Tuesday, November 17, 2015

Mini-Blog from a Hindi student


Wednesday, November 18, 2015. I am settling in. By the end of classes on Monday I was ready to chuck Hindi and head for home, but I had a great conversation session Tuesday morning with Anshu and I decided to stay. Hindi is intense. I don’t have time for anything else. On Monday and Wednesday I have three hours of classes and on Tuesday, Thursday and Friday I have four and a half hours. Then there is homework. I am using an irritating app to learn vocabulary. It helps. I have done hardly anything touristy. On Diwali morning I walked over to the Ramakrishna Mission Ashram and sat in the temple for a while. That was good for me, but not very touristy. I keep thinking I will go somewhere after class, but I am always tired and come home and nap and study. Hindi class is fun.

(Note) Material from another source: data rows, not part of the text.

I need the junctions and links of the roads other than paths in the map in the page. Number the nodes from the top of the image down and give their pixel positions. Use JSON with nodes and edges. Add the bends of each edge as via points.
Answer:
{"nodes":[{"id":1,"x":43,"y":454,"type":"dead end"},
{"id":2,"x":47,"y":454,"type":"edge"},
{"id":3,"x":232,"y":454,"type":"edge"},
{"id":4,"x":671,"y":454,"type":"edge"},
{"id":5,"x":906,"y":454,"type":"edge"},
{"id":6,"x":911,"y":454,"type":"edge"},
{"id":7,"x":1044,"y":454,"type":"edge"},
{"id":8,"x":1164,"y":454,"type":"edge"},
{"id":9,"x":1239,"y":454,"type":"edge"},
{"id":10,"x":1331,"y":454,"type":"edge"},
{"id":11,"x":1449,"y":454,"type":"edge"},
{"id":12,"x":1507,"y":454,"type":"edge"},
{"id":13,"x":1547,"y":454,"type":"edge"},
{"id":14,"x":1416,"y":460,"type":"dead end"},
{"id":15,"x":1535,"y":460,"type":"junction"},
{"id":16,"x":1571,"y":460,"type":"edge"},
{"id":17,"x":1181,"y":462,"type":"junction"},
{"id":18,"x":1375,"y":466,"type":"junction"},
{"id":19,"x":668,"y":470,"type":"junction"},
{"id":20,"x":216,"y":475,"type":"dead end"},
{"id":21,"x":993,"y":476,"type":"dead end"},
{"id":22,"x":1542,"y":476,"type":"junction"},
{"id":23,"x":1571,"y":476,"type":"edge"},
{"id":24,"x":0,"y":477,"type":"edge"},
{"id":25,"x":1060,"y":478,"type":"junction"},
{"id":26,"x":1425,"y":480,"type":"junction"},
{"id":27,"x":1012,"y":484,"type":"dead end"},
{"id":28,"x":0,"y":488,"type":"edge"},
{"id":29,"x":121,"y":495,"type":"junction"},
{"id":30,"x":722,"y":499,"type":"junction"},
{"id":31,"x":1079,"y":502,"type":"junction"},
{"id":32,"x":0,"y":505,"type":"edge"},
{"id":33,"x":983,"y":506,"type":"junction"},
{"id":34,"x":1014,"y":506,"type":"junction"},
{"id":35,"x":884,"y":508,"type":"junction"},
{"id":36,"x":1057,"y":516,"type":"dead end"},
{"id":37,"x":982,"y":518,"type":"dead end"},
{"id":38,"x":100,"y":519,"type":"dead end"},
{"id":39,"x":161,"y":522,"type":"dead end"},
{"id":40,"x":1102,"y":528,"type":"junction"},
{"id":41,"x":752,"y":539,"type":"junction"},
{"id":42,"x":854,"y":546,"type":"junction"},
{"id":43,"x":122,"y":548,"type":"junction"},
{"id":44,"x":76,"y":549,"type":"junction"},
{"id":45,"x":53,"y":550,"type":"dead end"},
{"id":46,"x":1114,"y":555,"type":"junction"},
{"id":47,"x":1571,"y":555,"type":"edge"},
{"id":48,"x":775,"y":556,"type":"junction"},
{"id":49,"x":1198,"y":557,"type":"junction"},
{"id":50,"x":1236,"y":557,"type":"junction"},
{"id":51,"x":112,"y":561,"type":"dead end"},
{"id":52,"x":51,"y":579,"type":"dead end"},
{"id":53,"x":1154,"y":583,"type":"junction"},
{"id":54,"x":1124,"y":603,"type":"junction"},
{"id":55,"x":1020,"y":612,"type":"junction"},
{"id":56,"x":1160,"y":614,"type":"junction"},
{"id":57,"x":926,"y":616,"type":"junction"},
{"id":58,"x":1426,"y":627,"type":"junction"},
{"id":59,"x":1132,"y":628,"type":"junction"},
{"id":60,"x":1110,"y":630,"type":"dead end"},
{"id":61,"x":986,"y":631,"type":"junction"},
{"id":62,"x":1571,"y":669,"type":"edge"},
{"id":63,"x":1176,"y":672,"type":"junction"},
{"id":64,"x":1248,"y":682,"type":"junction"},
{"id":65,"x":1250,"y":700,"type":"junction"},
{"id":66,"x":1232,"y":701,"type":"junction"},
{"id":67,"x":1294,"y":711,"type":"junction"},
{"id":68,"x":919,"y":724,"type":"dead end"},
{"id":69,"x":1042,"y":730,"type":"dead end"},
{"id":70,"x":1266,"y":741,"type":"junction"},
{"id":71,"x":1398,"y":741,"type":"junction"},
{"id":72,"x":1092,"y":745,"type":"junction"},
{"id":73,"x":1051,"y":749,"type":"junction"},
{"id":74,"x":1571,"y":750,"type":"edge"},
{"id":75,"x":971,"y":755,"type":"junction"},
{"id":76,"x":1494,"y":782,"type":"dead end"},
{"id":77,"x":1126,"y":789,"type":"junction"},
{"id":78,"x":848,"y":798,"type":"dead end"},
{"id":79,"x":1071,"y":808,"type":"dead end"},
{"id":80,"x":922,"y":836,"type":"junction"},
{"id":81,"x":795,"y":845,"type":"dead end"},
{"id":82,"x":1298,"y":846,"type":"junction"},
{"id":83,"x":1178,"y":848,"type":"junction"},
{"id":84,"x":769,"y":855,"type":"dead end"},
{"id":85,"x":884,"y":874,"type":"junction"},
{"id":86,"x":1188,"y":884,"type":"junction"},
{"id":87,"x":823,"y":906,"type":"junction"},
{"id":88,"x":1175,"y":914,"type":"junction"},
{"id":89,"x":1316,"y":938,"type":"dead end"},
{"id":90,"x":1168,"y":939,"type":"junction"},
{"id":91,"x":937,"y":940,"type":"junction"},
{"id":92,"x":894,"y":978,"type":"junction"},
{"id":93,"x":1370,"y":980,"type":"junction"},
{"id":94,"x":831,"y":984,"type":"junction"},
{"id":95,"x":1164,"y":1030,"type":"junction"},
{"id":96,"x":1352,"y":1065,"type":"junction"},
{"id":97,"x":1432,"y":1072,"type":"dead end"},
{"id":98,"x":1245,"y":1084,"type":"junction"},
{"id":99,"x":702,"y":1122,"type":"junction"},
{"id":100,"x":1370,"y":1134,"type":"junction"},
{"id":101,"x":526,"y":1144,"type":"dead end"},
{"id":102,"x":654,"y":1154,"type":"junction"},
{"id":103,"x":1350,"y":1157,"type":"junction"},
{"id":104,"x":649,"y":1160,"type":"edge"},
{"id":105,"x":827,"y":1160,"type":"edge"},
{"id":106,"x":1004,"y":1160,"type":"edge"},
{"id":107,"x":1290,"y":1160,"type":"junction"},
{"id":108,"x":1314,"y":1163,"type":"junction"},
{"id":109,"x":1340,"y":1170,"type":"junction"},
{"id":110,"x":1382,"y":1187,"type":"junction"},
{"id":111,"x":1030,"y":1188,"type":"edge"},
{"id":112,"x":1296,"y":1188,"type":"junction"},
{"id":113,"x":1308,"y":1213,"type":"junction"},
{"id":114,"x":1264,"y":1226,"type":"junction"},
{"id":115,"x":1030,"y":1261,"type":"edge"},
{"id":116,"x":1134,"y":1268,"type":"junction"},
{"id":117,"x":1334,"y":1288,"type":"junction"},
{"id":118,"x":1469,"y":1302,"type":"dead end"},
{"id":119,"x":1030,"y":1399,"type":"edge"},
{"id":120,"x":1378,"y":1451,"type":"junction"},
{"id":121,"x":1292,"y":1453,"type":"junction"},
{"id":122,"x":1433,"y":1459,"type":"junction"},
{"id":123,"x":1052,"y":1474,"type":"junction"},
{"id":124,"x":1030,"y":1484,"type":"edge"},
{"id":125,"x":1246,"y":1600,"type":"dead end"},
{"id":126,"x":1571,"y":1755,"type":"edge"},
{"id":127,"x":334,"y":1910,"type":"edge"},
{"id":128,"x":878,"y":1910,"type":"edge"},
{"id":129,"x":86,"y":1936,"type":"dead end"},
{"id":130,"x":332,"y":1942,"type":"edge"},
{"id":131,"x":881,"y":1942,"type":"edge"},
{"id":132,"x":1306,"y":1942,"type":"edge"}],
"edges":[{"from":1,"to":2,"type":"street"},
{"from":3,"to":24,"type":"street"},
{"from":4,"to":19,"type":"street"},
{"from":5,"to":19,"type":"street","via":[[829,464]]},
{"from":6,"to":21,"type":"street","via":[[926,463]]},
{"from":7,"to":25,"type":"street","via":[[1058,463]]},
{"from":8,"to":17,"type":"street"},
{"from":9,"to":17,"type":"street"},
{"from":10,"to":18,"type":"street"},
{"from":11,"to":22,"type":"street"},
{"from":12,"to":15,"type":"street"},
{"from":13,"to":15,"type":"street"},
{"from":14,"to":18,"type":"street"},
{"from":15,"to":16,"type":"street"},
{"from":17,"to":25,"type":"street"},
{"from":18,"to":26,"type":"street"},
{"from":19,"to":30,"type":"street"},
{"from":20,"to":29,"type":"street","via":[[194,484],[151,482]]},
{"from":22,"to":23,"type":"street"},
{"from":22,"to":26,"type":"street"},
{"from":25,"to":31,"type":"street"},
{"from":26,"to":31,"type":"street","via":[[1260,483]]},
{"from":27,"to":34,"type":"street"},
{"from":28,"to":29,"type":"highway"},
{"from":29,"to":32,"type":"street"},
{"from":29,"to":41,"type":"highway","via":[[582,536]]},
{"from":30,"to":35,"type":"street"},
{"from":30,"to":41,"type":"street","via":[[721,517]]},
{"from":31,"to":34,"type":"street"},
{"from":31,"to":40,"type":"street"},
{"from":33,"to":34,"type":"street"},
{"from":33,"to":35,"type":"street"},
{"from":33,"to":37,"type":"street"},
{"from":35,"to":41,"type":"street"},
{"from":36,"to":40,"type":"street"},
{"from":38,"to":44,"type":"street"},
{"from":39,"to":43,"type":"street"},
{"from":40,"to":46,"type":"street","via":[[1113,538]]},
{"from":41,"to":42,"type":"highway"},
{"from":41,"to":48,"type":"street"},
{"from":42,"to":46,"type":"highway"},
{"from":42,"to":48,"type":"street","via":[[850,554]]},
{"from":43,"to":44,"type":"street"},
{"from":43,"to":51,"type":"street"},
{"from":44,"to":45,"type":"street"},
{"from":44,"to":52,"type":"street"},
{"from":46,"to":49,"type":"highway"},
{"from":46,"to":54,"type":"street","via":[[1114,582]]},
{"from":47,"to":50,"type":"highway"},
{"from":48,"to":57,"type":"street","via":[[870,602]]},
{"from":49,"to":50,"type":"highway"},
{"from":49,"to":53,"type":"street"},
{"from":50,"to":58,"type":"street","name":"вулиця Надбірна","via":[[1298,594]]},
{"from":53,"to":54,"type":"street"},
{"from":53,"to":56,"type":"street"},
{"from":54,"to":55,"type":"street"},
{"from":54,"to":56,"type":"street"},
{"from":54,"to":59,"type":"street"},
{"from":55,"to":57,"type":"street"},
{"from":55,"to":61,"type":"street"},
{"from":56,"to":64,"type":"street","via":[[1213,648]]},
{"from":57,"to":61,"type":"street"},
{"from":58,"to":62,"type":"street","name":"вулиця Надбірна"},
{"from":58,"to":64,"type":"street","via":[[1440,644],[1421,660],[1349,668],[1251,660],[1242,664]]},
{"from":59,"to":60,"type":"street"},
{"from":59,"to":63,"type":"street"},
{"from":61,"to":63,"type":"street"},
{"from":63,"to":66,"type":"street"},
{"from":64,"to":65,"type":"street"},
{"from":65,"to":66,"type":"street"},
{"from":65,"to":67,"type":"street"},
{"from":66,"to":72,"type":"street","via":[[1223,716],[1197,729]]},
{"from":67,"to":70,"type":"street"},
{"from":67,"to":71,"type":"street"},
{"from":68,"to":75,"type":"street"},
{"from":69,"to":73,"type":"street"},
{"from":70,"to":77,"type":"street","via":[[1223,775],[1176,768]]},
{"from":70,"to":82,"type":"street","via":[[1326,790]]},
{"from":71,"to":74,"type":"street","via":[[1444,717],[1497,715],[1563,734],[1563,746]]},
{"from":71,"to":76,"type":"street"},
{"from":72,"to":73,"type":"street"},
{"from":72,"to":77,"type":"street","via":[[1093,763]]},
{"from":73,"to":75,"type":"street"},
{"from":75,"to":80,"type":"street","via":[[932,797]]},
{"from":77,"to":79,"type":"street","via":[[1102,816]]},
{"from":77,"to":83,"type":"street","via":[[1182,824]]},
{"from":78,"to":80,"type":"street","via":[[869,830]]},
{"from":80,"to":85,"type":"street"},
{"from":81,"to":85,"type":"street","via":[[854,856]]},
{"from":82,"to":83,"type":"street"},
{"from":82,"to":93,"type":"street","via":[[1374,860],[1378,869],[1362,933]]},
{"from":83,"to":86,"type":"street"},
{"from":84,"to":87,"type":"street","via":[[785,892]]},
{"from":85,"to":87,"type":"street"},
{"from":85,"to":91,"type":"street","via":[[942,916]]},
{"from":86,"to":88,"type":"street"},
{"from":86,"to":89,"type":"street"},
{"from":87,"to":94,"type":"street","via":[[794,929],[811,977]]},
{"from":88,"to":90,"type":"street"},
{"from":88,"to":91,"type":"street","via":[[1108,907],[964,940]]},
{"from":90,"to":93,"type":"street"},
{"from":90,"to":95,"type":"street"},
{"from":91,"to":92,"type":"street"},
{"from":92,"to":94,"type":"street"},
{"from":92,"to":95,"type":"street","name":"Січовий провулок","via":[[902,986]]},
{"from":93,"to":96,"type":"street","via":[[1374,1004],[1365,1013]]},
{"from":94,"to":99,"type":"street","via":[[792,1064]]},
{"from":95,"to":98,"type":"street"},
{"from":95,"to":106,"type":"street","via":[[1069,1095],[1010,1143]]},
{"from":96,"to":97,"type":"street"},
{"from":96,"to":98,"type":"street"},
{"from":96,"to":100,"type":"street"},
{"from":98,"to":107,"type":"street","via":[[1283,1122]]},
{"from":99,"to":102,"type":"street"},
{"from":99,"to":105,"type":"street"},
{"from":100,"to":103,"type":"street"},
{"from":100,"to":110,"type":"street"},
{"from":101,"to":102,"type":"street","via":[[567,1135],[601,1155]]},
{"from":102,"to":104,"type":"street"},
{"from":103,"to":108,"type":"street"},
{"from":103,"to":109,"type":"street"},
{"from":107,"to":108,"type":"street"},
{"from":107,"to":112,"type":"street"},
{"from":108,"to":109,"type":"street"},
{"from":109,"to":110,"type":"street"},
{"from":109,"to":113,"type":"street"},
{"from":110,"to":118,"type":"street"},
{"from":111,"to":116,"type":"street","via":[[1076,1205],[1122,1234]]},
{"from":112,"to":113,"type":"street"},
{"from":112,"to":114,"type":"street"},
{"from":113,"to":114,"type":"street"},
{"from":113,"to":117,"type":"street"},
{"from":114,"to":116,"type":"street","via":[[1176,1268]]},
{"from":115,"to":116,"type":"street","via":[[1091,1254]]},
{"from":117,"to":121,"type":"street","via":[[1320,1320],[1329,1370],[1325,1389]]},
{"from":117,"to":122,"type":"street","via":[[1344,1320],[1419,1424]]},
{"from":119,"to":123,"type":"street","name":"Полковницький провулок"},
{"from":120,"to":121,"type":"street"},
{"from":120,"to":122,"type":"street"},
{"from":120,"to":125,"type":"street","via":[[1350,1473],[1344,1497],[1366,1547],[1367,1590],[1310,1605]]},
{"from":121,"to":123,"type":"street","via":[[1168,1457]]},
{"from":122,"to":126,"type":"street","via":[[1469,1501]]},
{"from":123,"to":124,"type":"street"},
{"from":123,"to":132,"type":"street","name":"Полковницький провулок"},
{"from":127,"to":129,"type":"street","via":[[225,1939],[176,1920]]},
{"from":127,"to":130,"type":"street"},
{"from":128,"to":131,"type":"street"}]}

The teachers are good and the fellow students are great and we laugh a lot. I work up at 4:30 Tuesday morning and realized it was Sanskrit class time in Los Angeles, so I called my teacher, Brother William, up on Facetime and had a little session. With both Hindi and Sanskrit, learning languages is my favorite thing to do these days. I had a great meal for dinner last night. The restaurant I go to gives some of its dishes fancy names and I didn’t write this down, but it is mixed vegetables and paneer (the Indian fresh cheese) in a spicy sauce. I had it with rotis (called chapattis in some parts of India) and was very happy. It is almost 7 AM when the hot water (well quite warm water) comes on and I can shower and do a little wash and then go have breakfast. My class doesn’t start until 11 but I will study at the school.Iif I don’t get on the Metro early, it is impossible. Very crowded cars and pushing when you get on and off. It’s the pushing I hate. The news from Robert’s brother is confusing. Sometimes he seems a little better and then he is a little worse. In general, he is staying about the same. It looks like I might finish the course in December before Robert gets here. OK. Time to get under the shower.